Reputation: 3
I am new to R (Economist with background in Stata) and I am having trouble getting a nested for loop to work for me. I know the issue is that I don't have a good understanding of how to use the loop counter as part of a variable name.
A bit of background. I have data frame with data on average rental rates for homes of different size (1 bedroom, 2 bedroom, etc) and data on annual earnings (mean, median, and various percentiles). I am trying to generate a series of new columns containing the ratio of these two things (rental rate / mean earnings).
Specifically my variables are:
beds1, beds2, beds3, beds4
mean, median, p10, p25, p75, p90
So you see I need to generate 24 new columns of cost/earnings data. I could write out 24 lines of code but I don't want to. More importantly, I want to learn an efficient way of doing this in R. In Stata I could do this very simply using a nested for loop, but I can't get it to work in R. Here is my code so far.
for (i in 1:4) {
stat <- c("median", "mean", "p10", "p25", "p75","p90")
for (x in stat) {
df$beds[i]_[x] <- round((df$beds[i]/df$[x]),digits=3)
}
}
When I run this code the error I get is
Error: unexpected input in:
" for (x in stat) {
df$beds[i]_"
> }
Error: unexpected '}' in " }"
> }
Error: unexpected '}' in "}"
I have tried to use the double brackets [[]]

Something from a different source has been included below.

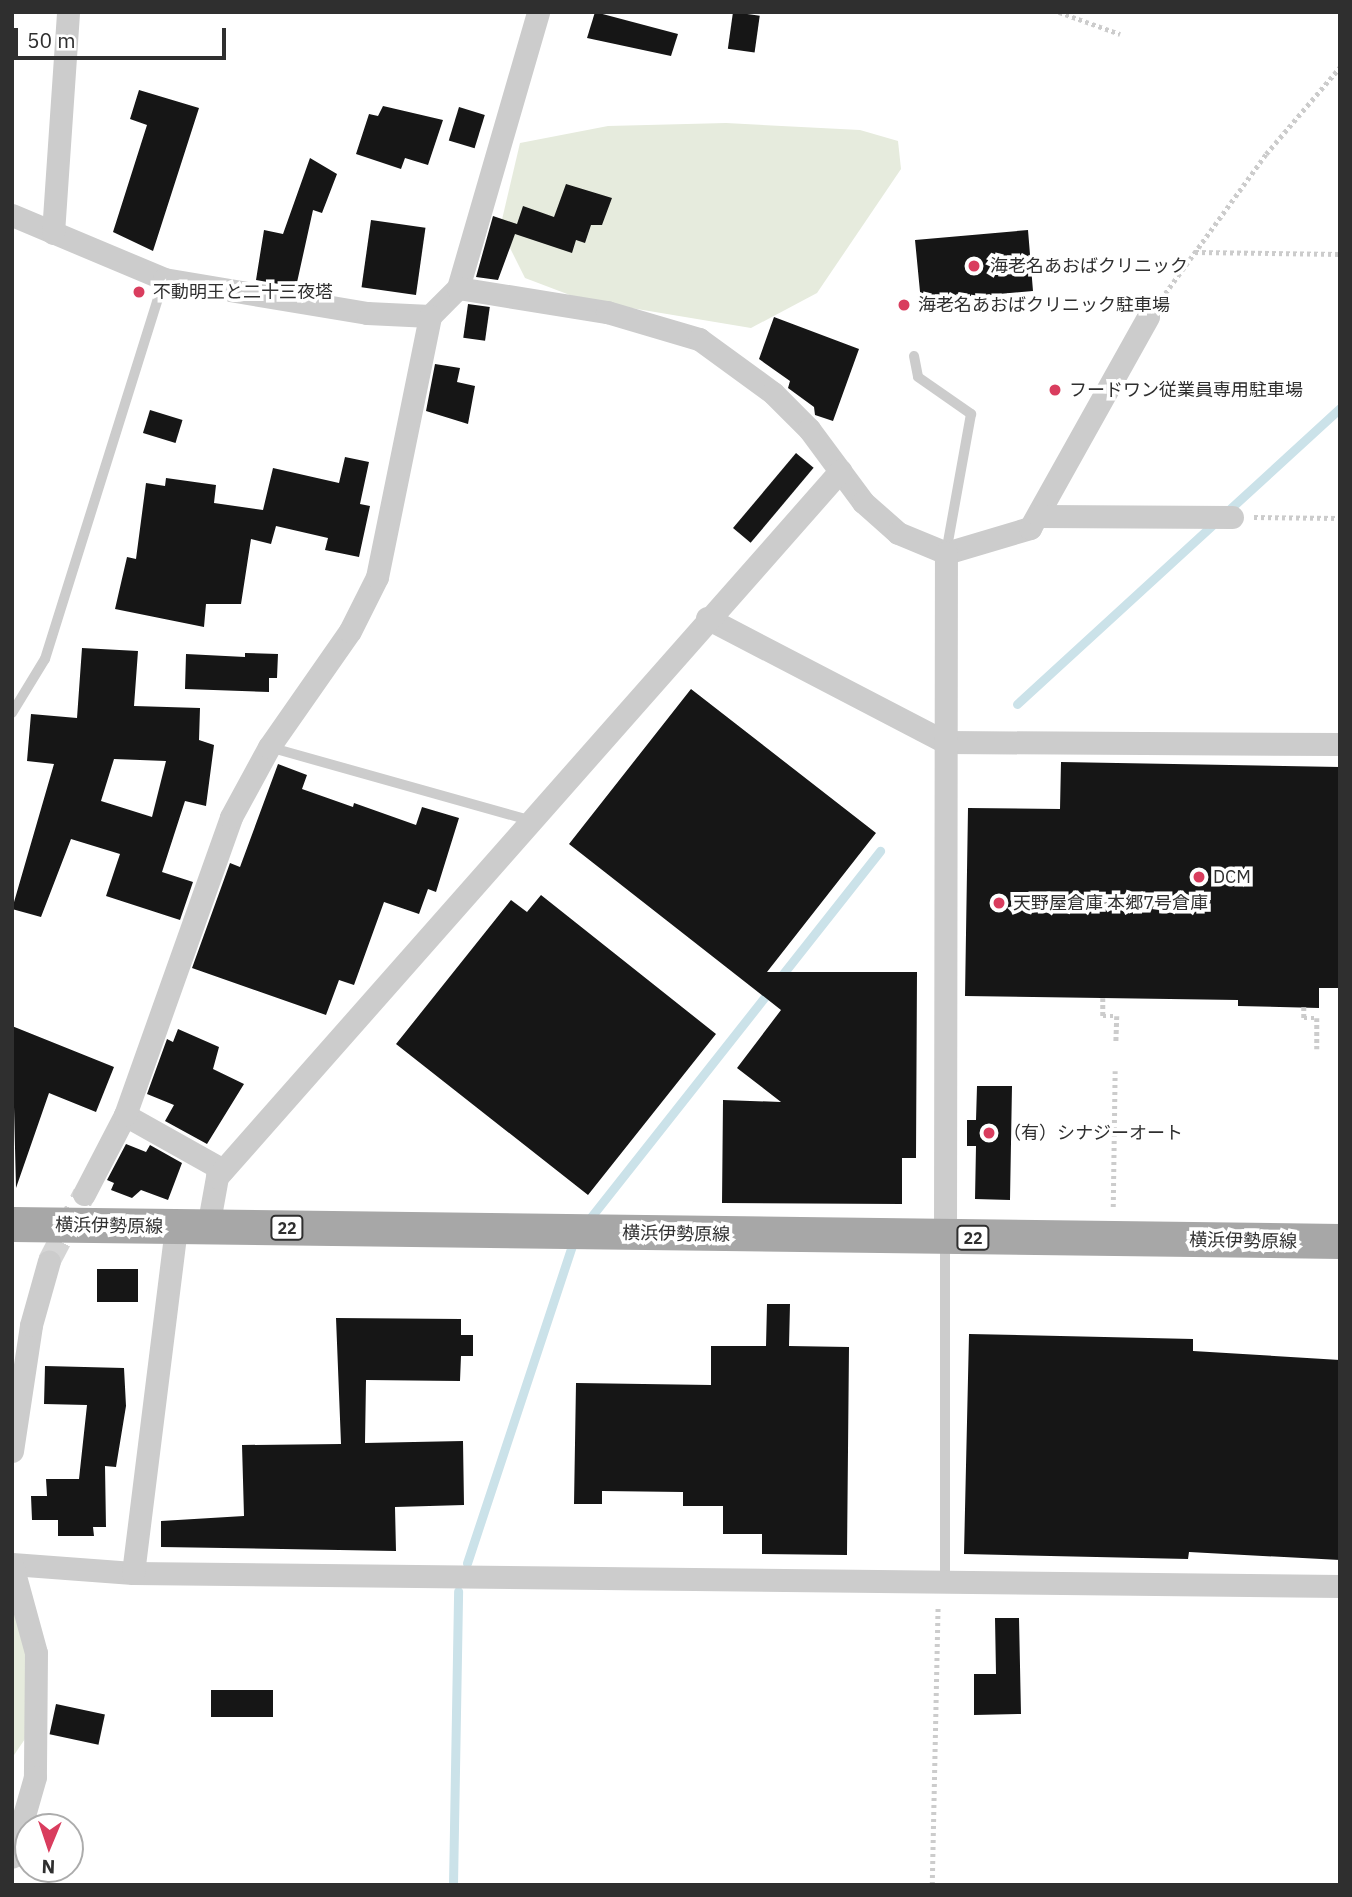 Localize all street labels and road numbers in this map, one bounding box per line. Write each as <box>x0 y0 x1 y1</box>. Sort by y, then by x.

but that didn't change the results. If anyone has some insight into why the dynamic variables names aren't working please let me know. Even better, since I guess loops are evil in R, if anyone knows a way to use lapply
to get this done, I would love to hear that too.
EDIT
Thanks @Spacedman for the comment. I think I am getting what you're saying. So does that mean that there simply isn't anyway to do what I want to do in R?
var1 <- c("beds1", "beds2")
var2 <- c("mean", "median")
for (i in 1:2) {
for (j in 1:2) {
df$var1[i]_var2[j] <- df$var1[i]/df$var2[j]
}
}
I think this should grab the elements of the lists var1
and var2
so that when i=1
and j=1
, df$var1[i]/df$var2[j]
should mean df$beds1/df$mean
. Or would R get mad and think I was trying to divide strings?
FINAL EDIT WITH ANSWER FROM @SPACEEMAN
Thanks @Spacedman. I loved your spoiler and thank you for providing additional help. I didn't fully grasp the difference between the two ways of referring to columns after your last post, but I think I have a better idea now. I did a bit of tweaking and now I have something that works perfectly. Thanks again!
beds <- c("beds1", "beds2", "beds3", "beds4")
stat <- c("median", "mean", "p10", "p25", "p75","p90")
for(i in beds){
for(x in stat){
res = paste0(i,"_",x)
df[[res]]=round(df[[i]]/df[[x]],digits=3)
}
}
Upvotes: 0
Views: 123
Reputation: 94172
R is not a macro expansion language like other languages you might be used to.
x[i]
, if i=123
, does not "expand" into x123
. It gets the value of the 123rd element of the vector, x
.
So df$beds[i]
tries to get the i'th element of a vector df$beds
.
You need to know two things:
For this you can use paste0
:
> for(i in 1:4){
+ print(paste0("beds",i))
+ }
[1] "beds1"
[1] "beds2"
[1] "beds3"
[1] "beds4"
For this you can use double square brackets. In a list:
> z = list()
> n = "thing"
Double squabs evaluate their index and use that. So:
> z[[n]] = 99
Will set z$thing
, but dollar sign indexing is literal, so:
> z$n = 123
will set z$n
:
> z
$thing
[1] 99
$n
[1] 123
hopefully that's enough hints to get you through. It should all be covered in basic R tutorials online.
If you want to work out how to do it yourself, look away now...
First, lets create a sample data frame - you should include something like this in your question so we have common test data to work on. I'll just have three beds and two stats:
> df = data.frame(
beds1=c(1,2,3),
beds2=c(5,2,3),
beds3=c(6,6,6),
mean=c(8,4,3),
median=c(1,7,4))
> df
beds1 beds2 beds3 mean median
1 1 5 6 8 1
2 2 2 6 4 7
3 3 3 6 3 4
Now the work. We loop over the bed number and the character stats. The bed column name is stored in bed
by pasting "beds" to the number i
. We compute the name of the result column (res
) for a given bed number and stat by pasting "beds"
to i
and "_"
and the name of the stat in x
.
Then set the new resulting column to the value by dividing the beds number by the stat. We use [[z]]
to get the columns by name:
> for(i in 1:3){
stats=c("mean","median")
for(x in stats){
bed = paste0("beds",i)
res = paste0("beds",i,"_",x)
df[[res]]=round(df[[bed]]/df[[x]],digits=3)
}
}
Resulting in....
> df
beds1 beds2 beds3 mean median beds1_mean beds1_median beds2_mean beds2_median
1 1 5 6 8 1 0.125 1.000 0.625 5.000
2 2 2 6 4 7 0.500 0.286 0.500 0.286
3 3 3 6 3 4 1.000 0.750 1.000 0.750
beds3_mean beds3_median
1 0.75 6.000
2 1.50 0.857
3 2.00 1.500
>
Upvotes: 2